Source data: Begin
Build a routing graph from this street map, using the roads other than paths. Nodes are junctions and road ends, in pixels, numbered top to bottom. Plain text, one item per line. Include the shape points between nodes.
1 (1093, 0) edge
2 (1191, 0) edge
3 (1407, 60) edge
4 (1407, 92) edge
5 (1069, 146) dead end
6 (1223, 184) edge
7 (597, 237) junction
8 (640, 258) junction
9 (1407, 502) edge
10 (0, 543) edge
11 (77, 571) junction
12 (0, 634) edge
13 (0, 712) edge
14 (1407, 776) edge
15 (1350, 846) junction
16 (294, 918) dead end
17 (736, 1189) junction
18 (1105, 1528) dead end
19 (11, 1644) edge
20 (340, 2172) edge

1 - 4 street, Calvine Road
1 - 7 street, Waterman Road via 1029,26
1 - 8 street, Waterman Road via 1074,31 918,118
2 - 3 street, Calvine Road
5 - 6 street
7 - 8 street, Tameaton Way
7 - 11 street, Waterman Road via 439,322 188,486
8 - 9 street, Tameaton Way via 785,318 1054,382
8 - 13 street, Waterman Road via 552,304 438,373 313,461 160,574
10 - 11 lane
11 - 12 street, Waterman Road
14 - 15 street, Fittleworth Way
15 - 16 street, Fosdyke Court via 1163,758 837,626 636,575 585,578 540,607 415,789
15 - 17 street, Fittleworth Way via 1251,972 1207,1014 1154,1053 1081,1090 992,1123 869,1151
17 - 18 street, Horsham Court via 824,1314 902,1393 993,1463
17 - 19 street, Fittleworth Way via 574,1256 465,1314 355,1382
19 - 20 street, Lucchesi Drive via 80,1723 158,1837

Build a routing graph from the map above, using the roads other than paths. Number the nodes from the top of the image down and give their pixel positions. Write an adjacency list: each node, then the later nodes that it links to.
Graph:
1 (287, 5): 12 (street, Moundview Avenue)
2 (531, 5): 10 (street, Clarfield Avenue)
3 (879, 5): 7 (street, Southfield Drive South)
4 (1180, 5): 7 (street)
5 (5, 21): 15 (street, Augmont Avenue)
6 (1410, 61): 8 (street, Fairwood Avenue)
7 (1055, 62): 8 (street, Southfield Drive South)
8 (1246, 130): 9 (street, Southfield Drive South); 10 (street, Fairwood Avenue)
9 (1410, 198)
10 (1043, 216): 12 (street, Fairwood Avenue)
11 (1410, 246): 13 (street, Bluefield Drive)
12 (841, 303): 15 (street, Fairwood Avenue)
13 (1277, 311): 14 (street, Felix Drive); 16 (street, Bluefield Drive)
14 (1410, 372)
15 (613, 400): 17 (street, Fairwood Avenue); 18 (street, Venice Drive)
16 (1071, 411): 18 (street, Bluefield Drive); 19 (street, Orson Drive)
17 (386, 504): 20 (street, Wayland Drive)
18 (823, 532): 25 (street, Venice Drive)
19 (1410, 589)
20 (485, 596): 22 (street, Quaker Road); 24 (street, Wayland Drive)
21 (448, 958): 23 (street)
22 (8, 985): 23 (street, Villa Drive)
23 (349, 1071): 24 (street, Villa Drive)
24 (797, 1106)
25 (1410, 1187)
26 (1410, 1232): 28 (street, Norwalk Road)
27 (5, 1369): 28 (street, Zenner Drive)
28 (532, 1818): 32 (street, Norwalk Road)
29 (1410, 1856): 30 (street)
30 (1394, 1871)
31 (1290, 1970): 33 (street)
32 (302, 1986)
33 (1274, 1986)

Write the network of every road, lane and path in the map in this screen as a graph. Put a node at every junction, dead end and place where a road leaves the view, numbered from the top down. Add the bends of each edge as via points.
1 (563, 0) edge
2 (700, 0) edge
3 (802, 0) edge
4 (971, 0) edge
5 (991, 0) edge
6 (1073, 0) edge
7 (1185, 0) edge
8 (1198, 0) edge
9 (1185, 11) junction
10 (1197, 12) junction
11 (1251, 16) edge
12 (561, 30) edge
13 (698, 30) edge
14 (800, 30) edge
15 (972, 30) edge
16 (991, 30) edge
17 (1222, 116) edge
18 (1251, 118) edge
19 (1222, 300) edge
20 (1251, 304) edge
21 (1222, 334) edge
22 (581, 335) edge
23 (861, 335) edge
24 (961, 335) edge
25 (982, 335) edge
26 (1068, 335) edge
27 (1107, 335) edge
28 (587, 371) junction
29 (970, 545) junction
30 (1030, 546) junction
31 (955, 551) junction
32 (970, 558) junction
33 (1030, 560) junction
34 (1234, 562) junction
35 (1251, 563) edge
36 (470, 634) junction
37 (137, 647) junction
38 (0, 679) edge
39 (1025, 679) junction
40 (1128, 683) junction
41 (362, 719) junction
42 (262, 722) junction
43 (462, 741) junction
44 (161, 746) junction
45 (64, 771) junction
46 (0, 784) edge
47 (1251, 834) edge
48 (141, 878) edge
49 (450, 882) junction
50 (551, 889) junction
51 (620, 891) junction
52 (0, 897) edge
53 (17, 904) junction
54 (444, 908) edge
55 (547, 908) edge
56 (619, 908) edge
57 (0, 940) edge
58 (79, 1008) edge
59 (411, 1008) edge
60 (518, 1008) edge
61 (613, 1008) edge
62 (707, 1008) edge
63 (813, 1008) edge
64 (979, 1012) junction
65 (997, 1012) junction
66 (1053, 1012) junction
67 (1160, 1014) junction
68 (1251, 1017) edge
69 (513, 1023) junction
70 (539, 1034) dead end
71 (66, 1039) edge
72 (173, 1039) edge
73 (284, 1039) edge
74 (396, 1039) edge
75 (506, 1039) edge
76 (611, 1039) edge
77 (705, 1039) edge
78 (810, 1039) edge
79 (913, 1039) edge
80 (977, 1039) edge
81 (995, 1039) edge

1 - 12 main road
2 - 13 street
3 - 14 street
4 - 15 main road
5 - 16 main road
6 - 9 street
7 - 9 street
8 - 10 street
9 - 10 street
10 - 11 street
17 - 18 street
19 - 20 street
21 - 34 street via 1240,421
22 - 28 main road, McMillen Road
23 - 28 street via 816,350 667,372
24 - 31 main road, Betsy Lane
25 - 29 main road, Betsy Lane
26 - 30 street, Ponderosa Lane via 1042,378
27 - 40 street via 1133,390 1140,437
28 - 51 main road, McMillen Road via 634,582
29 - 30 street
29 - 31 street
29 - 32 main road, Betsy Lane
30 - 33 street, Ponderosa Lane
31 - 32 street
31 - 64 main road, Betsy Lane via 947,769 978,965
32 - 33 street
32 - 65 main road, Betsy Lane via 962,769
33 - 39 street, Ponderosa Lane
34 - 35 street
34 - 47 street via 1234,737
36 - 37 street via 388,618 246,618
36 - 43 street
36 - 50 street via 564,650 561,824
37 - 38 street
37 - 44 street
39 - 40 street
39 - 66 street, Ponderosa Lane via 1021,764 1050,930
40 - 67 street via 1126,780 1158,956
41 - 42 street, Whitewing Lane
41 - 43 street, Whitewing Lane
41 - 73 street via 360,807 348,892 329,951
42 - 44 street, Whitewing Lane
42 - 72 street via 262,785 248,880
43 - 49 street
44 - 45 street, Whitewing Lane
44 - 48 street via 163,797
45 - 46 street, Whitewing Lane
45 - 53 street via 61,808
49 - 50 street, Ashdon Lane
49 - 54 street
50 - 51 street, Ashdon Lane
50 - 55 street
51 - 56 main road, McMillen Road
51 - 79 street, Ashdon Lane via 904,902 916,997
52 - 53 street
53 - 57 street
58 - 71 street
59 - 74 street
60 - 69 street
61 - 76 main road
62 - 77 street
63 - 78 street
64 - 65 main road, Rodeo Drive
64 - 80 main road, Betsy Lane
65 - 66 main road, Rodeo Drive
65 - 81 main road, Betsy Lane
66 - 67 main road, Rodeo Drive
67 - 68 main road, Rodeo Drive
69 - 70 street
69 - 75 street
Source data: End
Your task:
Each line above with the string "Build" in it should be located and copied.

Final answer:
Build a routing graph from this street map, using the roads other than paths. Nodes are junctions and road ends, in pixels, numbered top to bottom. Plain text, one item per line. Include the shape points between nodes.
Build a routing graph from the map above, using the roads other than paths. Number the nodes from the top of the image down and give their pixel positions. Write an adjacency list: each node, then the later nodes that it links to.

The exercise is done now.